Average relatedness among males within groups was significantly higher than that across groups. This difference might be caused by male philopatry and skewed reproductive success of a limited number of males with alpha status. Although male gene flow between groups could occur because of some rare reasons such as extra-group paternity, immigration of females with dependent male offspring or even adolescent or adult male dispersal, these factors might not be sufficient to eliminate the differentiation in average relatedness of males between groups [25,57]. In addition, according to long-term observations at Wamba, males do not migrate between groups, and pregnant females or independent infants also do not migrate between groups [58]. These observations might explain the significant difference between average relatedness among males within groups and that across groups in our data.

Higher relatedness between males of the PE group and those of the PW group might reflect a closer relationship among these two groups in the past. Although it is confirmed that the E1 group has existed for at least 30 years as an independent group, members of the PE group were fully identified only in 2011 and those of the PW group in 2012. Therefore, there is a possibility that the PE and PW groups had split from one group more recently than 30 years ago. Another possibility is that such a structure might be caused by reproduction among members of these groups. The frequency of inter-group encounters, which may be connected to opportunities for reproduction, is much higher between these two adjacent groups than the E1 and PE groups, or the E1 and PW groups [59].
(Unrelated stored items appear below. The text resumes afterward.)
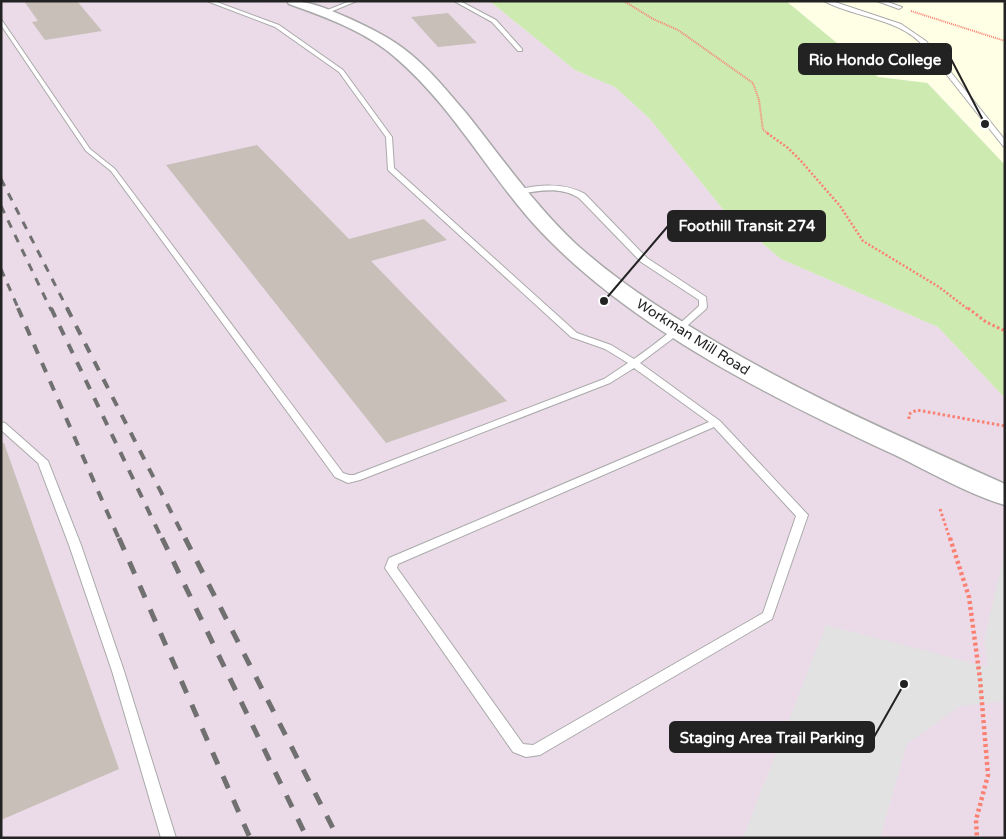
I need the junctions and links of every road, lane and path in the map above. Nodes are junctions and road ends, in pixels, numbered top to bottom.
1 (208, 1) edge
2 (294, 1) edge
3 (355, 1) edge
4 (456, 1) edge
5 (624, 1) edge
6 (826, 1) edge
7 (850, 1) edge
8 (879, 1) edge
9 (838, 6) junction
10 (899, 7) joint
11 (323, 13) junction
12 (1, 21) edge
13 (1005, 41) edge
14 (930, 48) junction
15 (520, 50) dead end
16 (872, 53) dead end
17 (1005, 145) edge
18 (518, 192) junction
19 (680, 331) junction
20 (1005, 331) edge
21 (635, 364) junction
22 (909, 420) dead end
23 (716, 423) junction
24 (1, 425) edge
25 (1005, 426) edge
26 (1005, 495) edge
27 (940, 509) dead end
28 (169, 838) edge
29 (976, 838) edge

1 - 21 lane
2 - 11 street, Workman Mill Road
3 - 11 lane
4 - 15 lane
5 - 20 path
6 - 9 lane
7 - 9 lane
8 - 10 lane
9 - 14 lane
10 - 13 path
11 - 18 street, Workman Mill Road
12 - 21 lane
14 - 16 lane
14 - 17 lane
18 - 19 street, Workman Mill Road
18 - 19 lane
19 - 21 lane
19 - 26 street, Workman Mill Road
21 - 23 lane
22 - 25 path
23 - 23 lane
24 - 28 lane
27 - 29 path

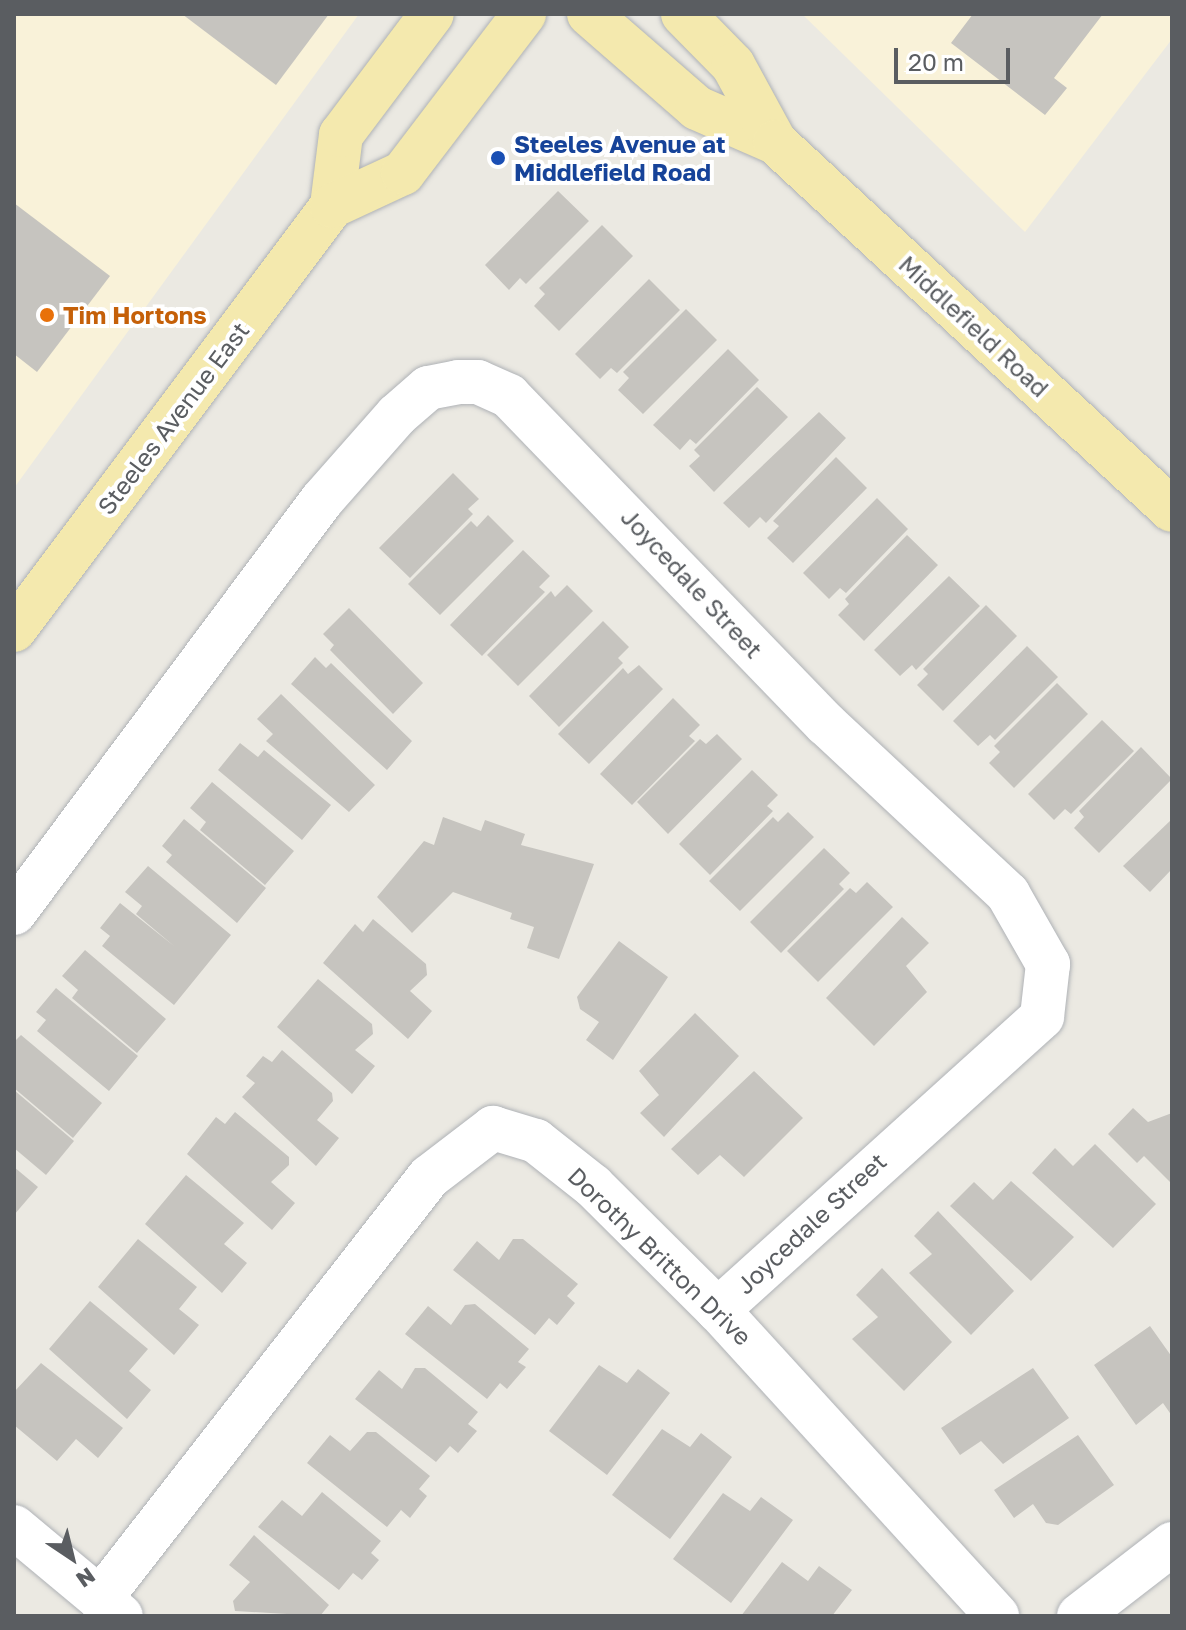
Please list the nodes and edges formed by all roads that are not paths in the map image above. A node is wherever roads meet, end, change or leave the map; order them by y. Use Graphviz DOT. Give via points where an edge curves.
graph roads {
  1 [pos="432,14"];
  2 [pos="524,14"];
  3 [pos="589,14"];
  4 [pos="683,14"];
  5 [pos="775,142"];
  6 [pos="332,206"];
  7 [pos="1172,510"];
  8 [pos="14,630"];
  9 [pos="14,913"];
  10 [pos="718,1310"];
  11 [pos="14,1527"];
  12 [pos="1172,1544"];
  13 [pos="111,1607"];
  14 [pos="997,1616"];
  15 [pos="1079,1616"];
  1 -- 6 [label="main road, Steeles Avenue East" via="341,135"];
  2 -- 6 [label="main road, Steeles Avenue East" via="403,173"];
  3 -- 5 [label="main road, Middlefield Road" via="697,108"];
  4 -- 5 [label="main road, Middlefield Road" via="733,65"];
  5 -- 7 [label="main road, Middlefield Road"];
  6 -- 8 [label="main road, Steeles Avenue East"];
  9 -- 10 [label="street, Joycedale Street" via="322,500 397,415 428,388 458,382 478,382 509,396 826,724 1008,894 1048,964 1042,1017"];
  10 -- 13 [label="street, Dorothy Britton Drive" via="593,1186 536,1141 493,1128 429,1177"];
  10 -- 14 [label="street, Dorothy Britton Drive"];
  11 -- 13 [label="street"];
  12 -- 15 [label="street"];
}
Higher average relatedness among males within groups was also observed in a previous study on chimpanzees [26]. In Tai forest, average relatedness among chimpanzee males within groups tends to be higher than that across groups. Although the available data are still limited, these suggest that between-group differentiation in male kinship is similar in bonobos and chimpanzees. Therefore, it might be impossible to explain differences in hostility towards males of different groups between bonobos and chimpanzees based purely on kinship. On the other hand, one study on western gorillas reported that males of neighbouring groups have kinship with each other, whereas another study reported that the single males leading groups were usually related to one or more nearby males [60,61]. Most western gorilla males emigrate while they are blackbacks or young silverbacks [62]. The between-group differentiation in male kinship in both bonobos and chimpanzees could be attributed to male philopatry, which is one of stable traits in the genus Pan.
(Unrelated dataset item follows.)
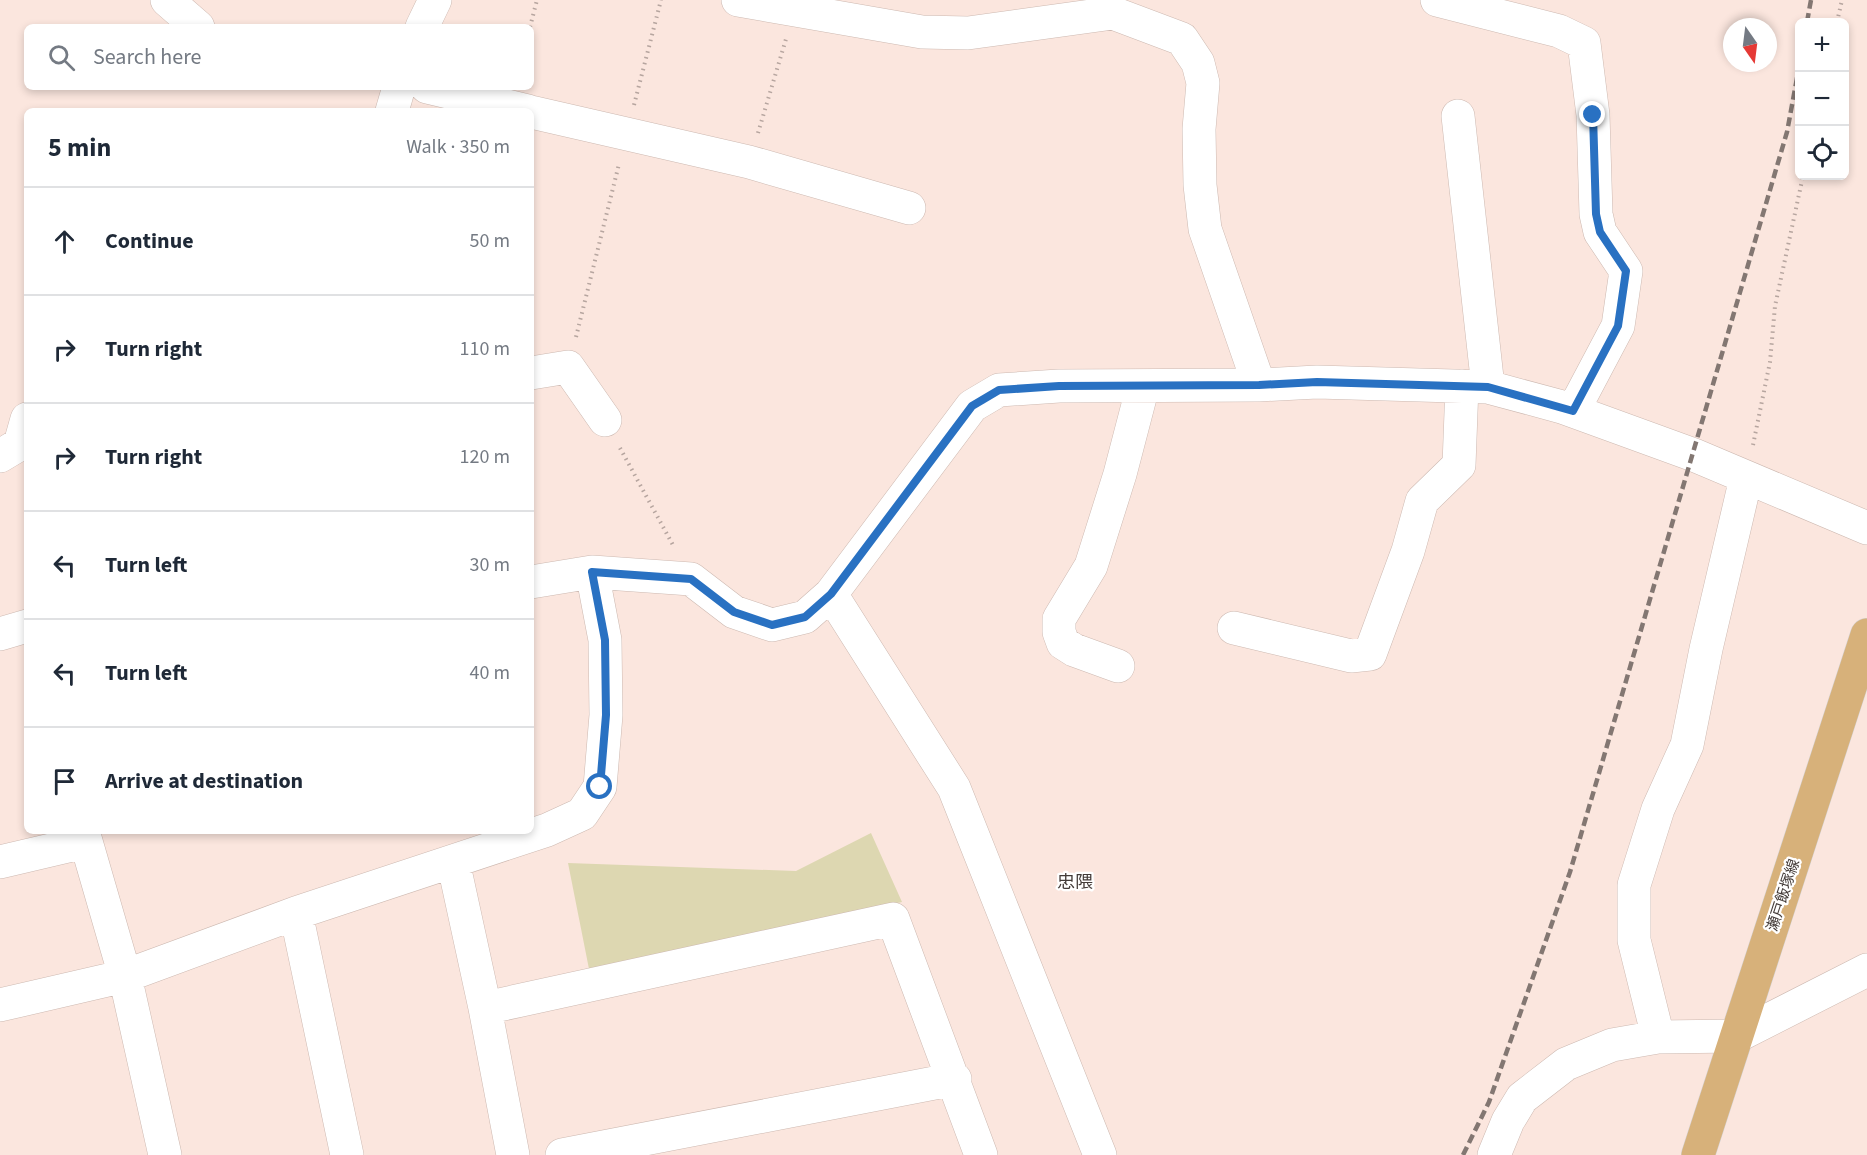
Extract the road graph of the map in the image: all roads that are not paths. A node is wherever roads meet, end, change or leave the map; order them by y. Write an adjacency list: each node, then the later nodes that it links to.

There was no significant difference in average relatedness among females between within and across groups. The absence of significant difference in average relatedness among females between within and across groups was also reported in a previous study on chimpanzees [26]. This is consistent with the prediction of female dispersal in the present study. Although a recent study reported that there were two confirmed mother–daughter dyads within the group, the effects of this on kin structure might be limited to increasing the average relatedness among females within groups [63]. Our data also suggest that it is rare for females, which are related by kinship, to migrate and settle into the same group together. In other words, females who have settled into the same group may have come from various natal groups. This is supported by a high diversity of mitochondria DNA haplotypes within the groups [16,63,64]. In addition, our long-term observations showed that no females migrated into neighbouring groups until 2012 [58]. This suggests that it might be rare for females to migrate and settle into neighbouring groups.
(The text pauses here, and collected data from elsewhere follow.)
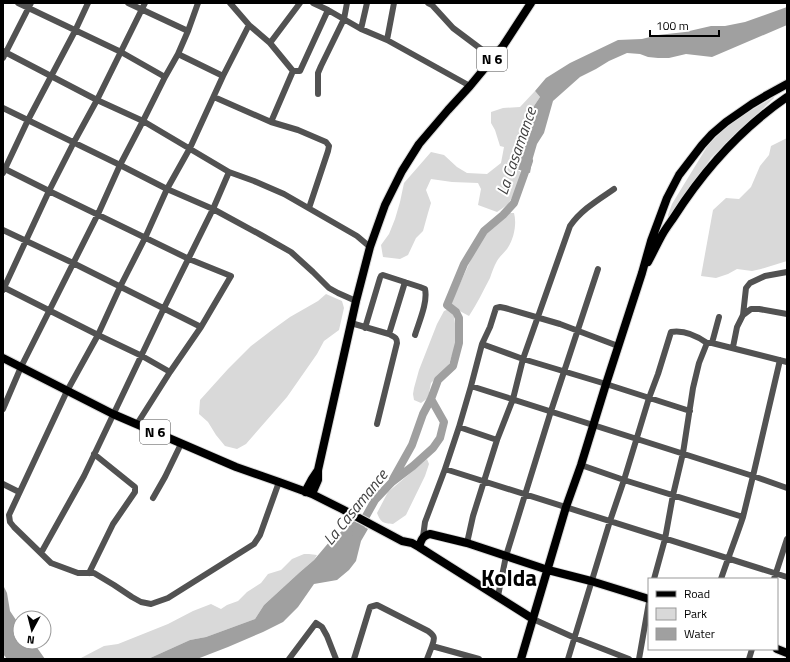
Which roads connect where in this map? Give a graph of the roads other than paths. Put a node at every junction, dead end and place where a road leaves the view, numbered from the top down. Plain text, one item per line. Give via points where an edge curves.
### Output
1 (18, 3) edge
2 (88, 3) edge
3 (128, 3) edge
4 (198, 3) edge
5 (230, 3) edge
6 (300, 3) edge
7 (313, 3) edge
8 (347, 3) edge
9 (367, 3) edge
10 (394, 3) edge
11 (428, 3) edge
12 (531, 3) edge
13 (30, 6) edge
14 (144, 6) edge
15 (328, 10) junction
16 (344, 19) junction
17 (249, 25) junction
18 (361, 29) junction
19 (74, 31) junction
20 (188, 31) junction
21 (387, 40) junction
22 (270, 43) junction
23 (121, 52) junction
24 (4, 54) edge
25 (178, 54) junction
26 (493, 58) junction
27 (294, 71) junction
28 (51, 76) junction
29 (223, 76) junction
30 (165, 77) junction
31 (787, 84) edge
32 (470, 86) junction
33 (318, 94) dead end
34 (787, 97) edge
35 (214, 98) junction
36 (97, 100) junction
37 (3, 108) edge
38 (28, 120) junction
39 (143, 121) junction
40 (271, 122) junction
41 (74, 142) junction
42 (190, 148) junction
43 (120, 165) junction
44 (4, 170) edge
45 (229, 172) junction
46 (166, 189) junction
47 (614, 189) dead end
48 (49, 191) junction
49 (309, 208) junction
50 (213, 209) junction
51 (98, 214) junction
52 (3, 230) edge
53 (145, 238) junction
54 (26, 242) junction
55 (370, 247) junction
56 (189, 259) junction
57 (73, 263) junction
58 (598, 269) dead end
59 (787, 272) edge
60 (642, 273) junction
61 (405, 282) junction
62 (120, 287) junction
63 (3, 288) edge
64 (356, 301) junction
65 (164, 308) junction
66 (49, 311) junction
67 (787, 314) edge
68 (743, 315) junction
69 (719, 317) dead end
70 (538, 318) junction
71 (351, 323) junction
72 (201, 327) junction
73 (365, 328) junction
74 (578, 330) junction
75 (389, 334) junction
76 (98, 335) junction
77 (414, 335) dead end
78 (709, 343) junction
79 (482, 344) junction
80 (618, 346) junction
81 (732, 348) junction
82 (142, 356) junction
83 (3, 358) edge
84 (523, 359) junction
85 (780, 360) junction
86 (787, 362) edge
87 (21, 367) junction
88 (564, 371) junction
89 (170, 372) junction
90 (606, 384) junction
91 (471, 386) junction
92 (67, 391) junction
93 (648, 398) junction
94 (513, 399) junction
95 (3, 409) edge
96 (551, 411) junction
97 (690, 411) junction
98 (113, 414) junction
99 (136, 424) junction
100 (377, 424) dead end
101 (593, 425) junction
102 (458, 427) junction
103 (637, 438) junction
104 (497, 440) junction
105 (181, 444) junction
106 (683, 453) junction
107 (94, 454) junction
108 (581, 465) junction
109 (444, 469) junction
110 (318, 470) junction
111 (753, 476) junction
112 (318, 480) junction
113 (624, 480) junction
114 (279, 482) junction
115 (485, 482) junction
116 (3, 484) edge
117 (787, 488) edge
118 (19, 492) junction
119 (309, 493) junction
120 (525, 494) junction
121 (673, 495) junction
122 (153, 498) dead end
123 (327, 501) junction
124 (566, 507) junction
125 (743, 517) junction
126 (610, 521) junction
127 (423, 537) junction
128 (665, 539) junction
129 (787, 539) edge
130 (467, 543) junction
131 (419, 547) junction
132 (41, 553) junction
133 (506, 556) junction
134 (728, 558) junction
135 (548, 570) junction
136 (89, 573) junction
137 (775, 576) edge
138 (787, 577) edge
139 (654, 578) edge
140 (721, 578) edge
141 (591, 581) junction
142 (498, 596) junction
143 (648, 599) edge
144 (648, 608) edge
145 (532, 619) junction
146 (575, 638) junction
147 (432, 646) junction
148 (289, 659) edge
149 (336, 659) edge
150 (354, 659) edge
151 (427, 659) edge
152 (480, 659) edge
153 (521, 659) edge
154 (568, 659) edge
155 (630, 659) edge
156 (639, 659) edge

1 - 13 street
2 - 19 street
3 - 14 street
4 - 20 street
5 - 17 street
6 - 22 street
7 - 15 street
8 - 16 street
9 - 18 street
10 - 21 street
11 - 26 street via 453,28
12 - 26 main road, N 6
13 - 19 street
13 - 24 street
14 - 20 street
14 - 23 street
15 - 16 street
15 - 27 street via 300,71
16 - 18 street
16 - 33 street via 318,73
17 - 22 street
17 - 29 street
18 - 21 street
19 - 23 street
19 - 28 street
20 - 25 street
21 - 32 street
22 - 27 street
23 - 30 street
23 - 36 street
24 - 28 street
25 - 29 street
25 - 30 street
26 - 32 main road, N 6
27 - 40 street
28 - 36 street
28 - 38 street
29 - 35 street
30 - 39 street
31 - 60 main road via 726,122 702,144 679,175 667,198
32 - 55 main road, N 6 via 418,144 385,205
34 - 60 main road via 741,134 697,183 663,234
35 - 40 street
35 - 42 street
36 - 39 street
36 - 41 street
37 - 38 street
38 - 41 street
38 - 44 street
39 - 42 street
39 - 43 street
40 - 49 street via 298,130 326,142 329,146
41 - 43 street
41 - 48 street
42 - 45 street
42 - 46 street
43 - 46 street
43 - 51 street
44 - 48 street
45 - 49 street via 254,181
45 - 50 street
46 - 50 street
46 - 53 street
47 - 70 street via 584,211 570,226
48 - 51 street
48 - 54 street
49 - 55 street via 358,236
50 - 56 street
50 - 64 street via 291,252 329,288
51 - 53 street
51 - 57 street
52 - 54 street
53 - 56 street
53 - 62 street
54 - 57 street
54 - 63 street
55 - 64 main road, N 6
56 - 65 street
56 - 72 street via 231,276
57 - 62 street
57 - 66 street
58 - 74 street
59 - 68 street via 765,276 750,284 746,288
60 - 80 main road
61 - 73 street via 381,276
61 - 75 street
61 - 77 street via 425,289 421,316
62 - 65 street
62 - 76 street
63 - 66 street
64 - 71 main road, N 6
65 - 72 street
65 - 82 street
66 - 76 street
66 - 87 street
67 - 68 street via 758,308 751,309
68 - 81 street
69 - 78 street
70 - 74 street
70 - 79 street via 500,306 496,308
70 - 84 street
71 - 73 street
71 - 110 main road, N 6
72 - 89 street
73 - 75 street
74 - 80 street
74 - 88 street
75 - 100 street via 395,337 397,343
76 - 82 street
76 - 92 street
78 - 81 street
78 - 93 street via 684,332 671,332
78 - 97 street via 699,363
79 - 84 street
79 - 91 street
80 - 90 main road
81 - 85 street
82 - 89 street
82 - 98 street
83 - 87 main road, N 6
84 - 88 street
84 - 94 street
85 - 86 street
85 - 111 street
87 - 92 main road, N 6
87 - 95 street
88 - 90 street
88 - 96 street
89 - 99 street
90 - 93 street
90 - 101 main road
91 - 94 street
91 - 102 street
92 - 98 main road, N 6
92 - 118 street
93 - 97 street
93 - 103 street
94 - 96 street
94 - 104 street
96 - 101 street
96 - 120 street
97 - 106 street
98 - 99 main road, N 6
98 - 107 street
99 - 105 main road, N 6
101 - 103 street
101 - 108 main road
102 - 104 street
102 - 109 street
103 - 106 street
103 - 113 street
104 - 115 street
105 - 114 main road, N 6
105 - 122 street
106 - 111 street
106 - 121 street
107 - 132 street
107 - 136 street via 134,487 135,492 113,524
108 - 113 street
108 - 124 main road
109 - 115 street
109 - 127 street via 425,522
110 - 112 main road, N 6
110 - 119 main road, N 6 via 312,478
111 - 117 street
111 - 125 street
112 - 119 main road, N 6
112 - 123 main road via 322,495
113 - 121 street
113 - 126 street
114 - 119 main road, N 6
114 - 136 street via 260,535 254,544 168,598 151,604 141,602 94,573
115 - 120 street
115 - 130 street
116 - 118 street
118 - 132 street via 9,515 10,522
119 - 123 main road
120 - 124 street
120 - 133 street
121 - 125 street
121 - 128 street
123 - 131 main road via 402,541
124 - 126 street
124 - 135 main road
125 - 134 street
126 - 128 street
126 - 141 street
127 - 130 main road via 430,534
127 - 131 main road
128 - 134 street
128 - 139 street
129 - 137 street
130 - 133 main road
131 - 142 main road
132 - 136 street via 51,563 78,573
133 - 135 main road
133 - 142 street
134 - 137 street
134 - 140 street
135 - 141 main road
135 - 145 main road
137 - 138 street
141 - 143 main road
141 - 146 street
142 - 145 main road
144 - 156 street
145 - 146 street
145 - 153 main road
146 - 154 street
146 - 155 street
147 - 150 street via 433,635 428,631 376,605 370,607
147 - 151 street
147 - 152 street
148 - 149 street via 316,623 327,636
This study found inconsistency between the highly skewed reproductive success of males and non-intense male–male reproductive competition in bonobos. To explain such an inconsistency, quantitative data should be collected to investigate the effects of female control, such as maternal influences, on the reproductive skew among males. This study also found evidence of between-group differentiation in male kinship in bonobos. However, because data on genetic differentiation between groups are still scarce for bonobos, it is expected that more data will be reported from other sites.